[Saved entries]
:::::
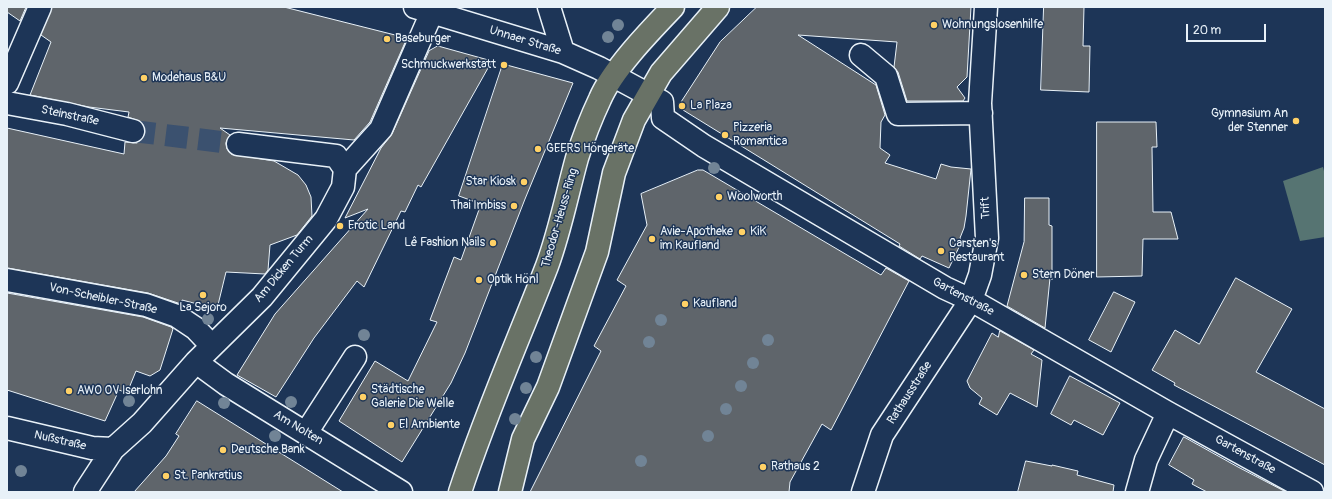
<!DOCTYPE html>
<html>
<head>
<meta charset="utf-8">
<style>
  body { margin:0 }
  #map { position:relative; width:1332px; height:499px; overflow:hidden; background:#1d3557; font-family:Pangolin,sans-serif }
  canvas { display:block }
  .frame { position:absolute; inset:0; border:8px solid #e8f1f8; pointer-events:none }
  .scale { position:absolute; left:1186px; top:24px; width:80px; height:18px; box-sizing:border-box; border:2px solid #e8f1f8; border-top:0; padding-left:5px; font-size:12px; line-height:14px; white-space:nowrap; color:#e8f1f8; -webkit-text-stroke:3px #1d3557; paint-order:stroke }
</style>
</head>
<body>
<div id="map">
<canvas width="1332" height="499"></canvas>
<div class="frame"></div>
<div class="scale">20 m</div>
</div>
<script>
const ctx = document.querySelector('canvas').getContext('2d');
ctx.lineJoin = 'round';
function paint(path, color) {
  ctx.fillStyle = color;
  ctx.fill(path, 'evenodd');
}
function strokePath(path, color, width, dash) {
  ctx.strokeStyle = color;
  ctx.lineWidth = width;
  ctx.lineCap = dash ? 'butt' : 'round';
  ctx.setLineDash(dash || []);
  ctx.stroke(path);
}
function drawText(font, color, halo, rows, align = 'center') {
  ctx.font = font + ' Pangolin,sans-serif';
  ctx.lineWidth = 3;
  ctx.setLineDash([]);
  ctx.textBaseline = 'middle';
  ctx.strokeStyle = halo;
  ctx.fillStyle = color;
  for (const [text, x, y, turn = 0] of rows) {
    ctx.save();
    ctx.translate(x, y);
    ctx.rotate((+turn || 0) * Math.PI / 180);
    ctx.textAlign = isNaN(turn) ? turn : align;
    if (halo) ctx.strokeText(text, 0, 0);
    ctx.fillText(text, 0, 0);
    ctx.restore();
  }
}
const green = new Path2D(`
  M1323 167 1325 175V237L1300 241 1283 181Z`);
const building = new Path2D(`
  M7 7H26L20 21 7 12Z
  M52 7H284L407 38 370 122 354 140 220 128 230 135 226 143 227 149 231 154 274 161 298 175 306 185 311 197 312 216 297 235 270 245 268 270 265 274 226 272 217 309 182 300 181 304 148 293 7 268V128L124 154 125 142 137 143 142 139 145 134V128L142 122 128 117 129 112 89 107 30 95 51 42 41 35Z
  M757 7H971L967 77 957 87 965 98 963 101H907L898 72 894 67 897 42 798 35 876 85 885 115 881 122 880 148 890 155 885 163 936 179 941 164 951 167 971 169 966 216 964 228 960 238 962 241 949 268 922 256 920 259 899 246 900 244 683 110 681 102 720 42Z
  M1044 7H1084L1083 46H1090L1089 92 1041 90Z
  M438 46 492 61 421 187 418 185 405 212 401 211 364 287 357 281 314 338 276 397 237 375 275 314 368 209 345 218 381 148 392 134 429 51Z
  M503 64 573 83 525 199 465 353 451 383 402 462 339 421 375 361 408 381 437 322 430 320 454 257 461 260 481 204 459 196Z
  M1097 122H1156L1157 147H1152L1153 212H1171L1178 239H1143L1142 276 1097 277Z
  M698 170H703L881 275 886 268 909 281 831 430 822 424 790 482 789 492H530L601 351 594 346 626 286 617 280 647 225 641 194Z
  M1025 198H1049V225L1052 226V280L1050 278 1045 328 1007 306 1024 242Z
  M1236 278 1292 309 1256 372 1325 409V465L1174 385 1175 383 1152 370 1175 330 1199 344Z
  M1114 292 1135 302 1111 352 1089 340Z
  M7 293 143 317 171 327 173 329 160 370 150 376 136 371 127 393 119 390 105 421 7 390Z
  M1000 331 1034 350 1031 354 1042 360 1037 407 1010 393 997 415 979 404 982 398 970 388 967 381 992 333 998 337Z
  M1070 376 1120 403 1103 435 1074 420 1071 425 1051 414Z
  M197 401 343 492H134L166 456 179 436 176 434Z
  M1184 437 1238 467 1286 492H1207L1192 484 1194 480 1169 465Z
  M1026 461 1052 466V465L1078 471 1077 475 1114 485 1113 492H1018Z`);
const minorTunnel = new Path2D(`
  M133 131 238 144`);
const minor = new Path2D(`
  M415 7 563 52 599 68 662 102 663 118 704 146 945 288 971 300 1168 413 1312 492
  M549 7 563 52
  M861 55 886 76 898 114 981 113
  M7 83 40 7
  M7 103 67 114 133 131
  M238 144 336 156 345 169
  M7 280 146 305 177 316 195 328 212 346
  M196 362 226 384 401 492
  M7 428 92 448 113 449
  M306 433 355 357
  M85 492 113 449 142 423 196 362 262 297 326 219 343 187 345 169 381 129 432 12
  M863 492 882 435 971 300 980 275 987 238 980 103 986 7
  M1137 492 1146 460 1168 413`);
const major = new Path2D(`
  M460 492C485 415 518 341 547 266 560 231 567 194 577 158 583 139 591 118 600 99 613 69 650 31 673 7
  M510 492 523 439 548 387 597 252 614 173 634 120 661 73 718 7`);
const trees = [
  [618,25],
  [608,37],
  [714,168],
  [208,319],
  [661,320],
  [364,335],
  [768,340],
  [649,342],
  [536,357],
  [753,363],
  [741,386],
  [526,388],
  [129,401],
  [291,402],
  [224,403],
  [726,409],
  [515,419],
  [275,436],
  [708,436],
  [641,461],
  [21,471]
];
const markers = [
  [934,25,4,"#ffd166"],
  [387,39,4,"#ffd166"],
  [504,65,4,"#ffd166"],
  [144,78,4,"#ffd166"],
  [682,106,4,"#ffd166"],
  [1296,121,4,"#ffd166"],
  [725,135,4,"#ffd166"],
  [538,149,4,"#ffd166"],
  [524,182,4,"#ffd166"],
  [719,197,4,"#ffd166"],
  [514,206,4,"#ffd166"],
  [340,226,4,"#ffd166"],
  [742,232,4,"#ffd166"],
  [652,239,4,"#ffd166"],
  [493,243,4,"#ffd166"],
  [941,251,4,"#ffd166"],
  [1024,275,4,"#ffd166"],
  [479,280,4,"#ffd166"],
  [203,295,4,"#ffd166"],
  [685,304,4,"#ffd166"],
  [69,391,4,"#ffd166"],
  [363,397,4,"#ffd166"],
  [391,425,4,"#ffd166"],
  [223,450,4,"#ffd166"],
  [763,467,4,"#ffd166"],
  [166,476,4,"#ffd166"]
];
const poiNames = [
  ["Wohnungslosenhilfe",942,25],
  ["Baseburger",395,39],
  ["Schmuckwerkstatt",496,65,"right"],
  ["Modehaus B&U",152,78],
  ["La Plaza",690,106],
  ["Gymnasium An",1288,114,"right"],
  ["der Stenner",1288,128,"right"],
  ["Pizzeria",733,128],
  ["Romantica",733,142],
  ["GEERS Hörgeräte",546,149],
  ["Star Kiosk",516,182,"right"],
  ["Woolworth",727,197],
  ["Thai Imbiss",506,206,"right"],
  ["Erotic Land",348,226],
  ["Avie-Apotheke",660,232],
  ["im Kaufland",660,246],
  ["KiK",750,232],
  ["Lê Fashion Nails",485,243,"right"],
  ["Carsten's",949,244],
  ["Restaurant",949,258],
  ["Stern Döner",1032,275],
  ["Optik Hönl",487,280],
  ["Kaufland",693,304],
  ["La Sejoro",203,308,"center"],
  ["Städtische",371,390],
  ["Galerie Die Welle",371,404],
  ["AWO OV Iserlohn",77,391],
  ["El Ambiente",399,425],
  ["Deutsche Bank",231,450],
  ["Rathaus 2",771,467],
  ["St. Pankratius",174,476]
];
const streetNames = [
  ["Unnaer Straße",525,41,17],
  ["Steinstraße",70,116,12],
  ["Trift",986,208,-92],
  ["Theodor-Heuss-Ring",560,218,-74],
  ["Am Dicken Turm",284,269,-50],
  ["Gartenstraße",963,297,28],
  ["Von-Scheibler-Straße",103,299,12],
  ["Rathausstraße",910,393,-57],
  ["Am Nolten",298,428,31],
  ["Nußstraße",60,441,13],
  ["Gartenstraße",1245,455,29]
];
paint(green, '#567472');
paint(building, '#5f656b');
strokePath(building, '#e8f1f8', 1);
strokePath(minorTunnel, '#3b516f', 22, [22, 11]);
strokePath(minor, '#e8f1f8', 25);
strokePath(major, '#e8f1f8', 25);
strokePath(minor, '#1d3557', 22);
strokePath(major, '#697266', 22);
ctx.fillStyle = '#718496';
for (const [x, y] of trees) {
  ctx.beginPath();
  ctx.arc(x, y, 6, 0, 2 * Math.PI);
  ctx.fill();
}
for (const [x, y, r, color] of markers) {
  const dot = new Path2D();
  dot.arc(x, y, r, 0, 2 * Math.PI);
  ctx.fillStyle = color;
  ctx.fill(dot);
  strokePath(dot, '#1d3557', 1.5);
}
drawText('12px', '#e8f1f8', '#1d3557', poiNames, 'left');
drawText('12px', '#e8f1f8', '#1d3557', streetNames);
</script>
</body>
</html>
:::::
__Exercise aim__
What you return should be exactly the lines above, starting at the one with "ctx.fillText(text, 0, 0);" and ending at the one with "M1236 278 1292", and nothing else.

__Final answer__
    ctx.fillText(text, 0, 0);
    ctx.restore();
  }
}
const green = new Path2D(`
  M1323 167 1325 175V237L1300 241 1283 181Z`);
const building = new Path2D(`
  M7 7H26L20 21 7 12Z
  M52 7H284L407 38 370 122 354 140 220 128 230 135 226 143 227 149 231 154 274 161 298 175 306 185 311 197 312 216 297 235 270 245 268 270 265 274 226 272 217 309 182 300 181 304 148 293 7 268V128L124 154 125 142 137 143 142 139 145 134V128L142 122 128 117 129 112 89 107 30 95 51 42 41 35Z
  M757 7H971L967 77 957 87 965 98 963 101H907L898 72 894 67 897 42 798 35 876 85 885 115 881 122 880 148 890 155 885 163 936 179 941 164 951 167 971 169 966 216 964 228 960 238 962 241 949 268 922 256 920 259 899 246 900 244 683 110 681 102 720 42Z
  M1044 7H1084L1083 46H1090L1089 92 1041 90Z
  M438 46 492 61 421 187 418 185 405 212 401 211 364 287 357 281 314 338 276 397 237 375 275 314 368 209 345 218 381 148 392 134 429 51Z
  M503 64 573 83 525 199 465 353 451 383 402 462 339 421 375 361 408 381 437 322 430 320 454 257 461 260 481 204 459 196Z
  M1097 122H1156L1157 147H1152L1153 212H1171L1178 239H1143L1142 276 1097 277Z
  M698 170H703L881 275 886 268 909 281 831 430 822 424 790 482 789 492H530L601 351 594 346 626 286 617 280 647 225 641 194Z
  M1025 198H1049V225L1052 226V280L1050 278 1045 328 1007 306 1024 242Z
  M1236 278 1292 309 1256 372 1325 409V465L1174 385 1175 383 1152 370 1175 330 1199 344Z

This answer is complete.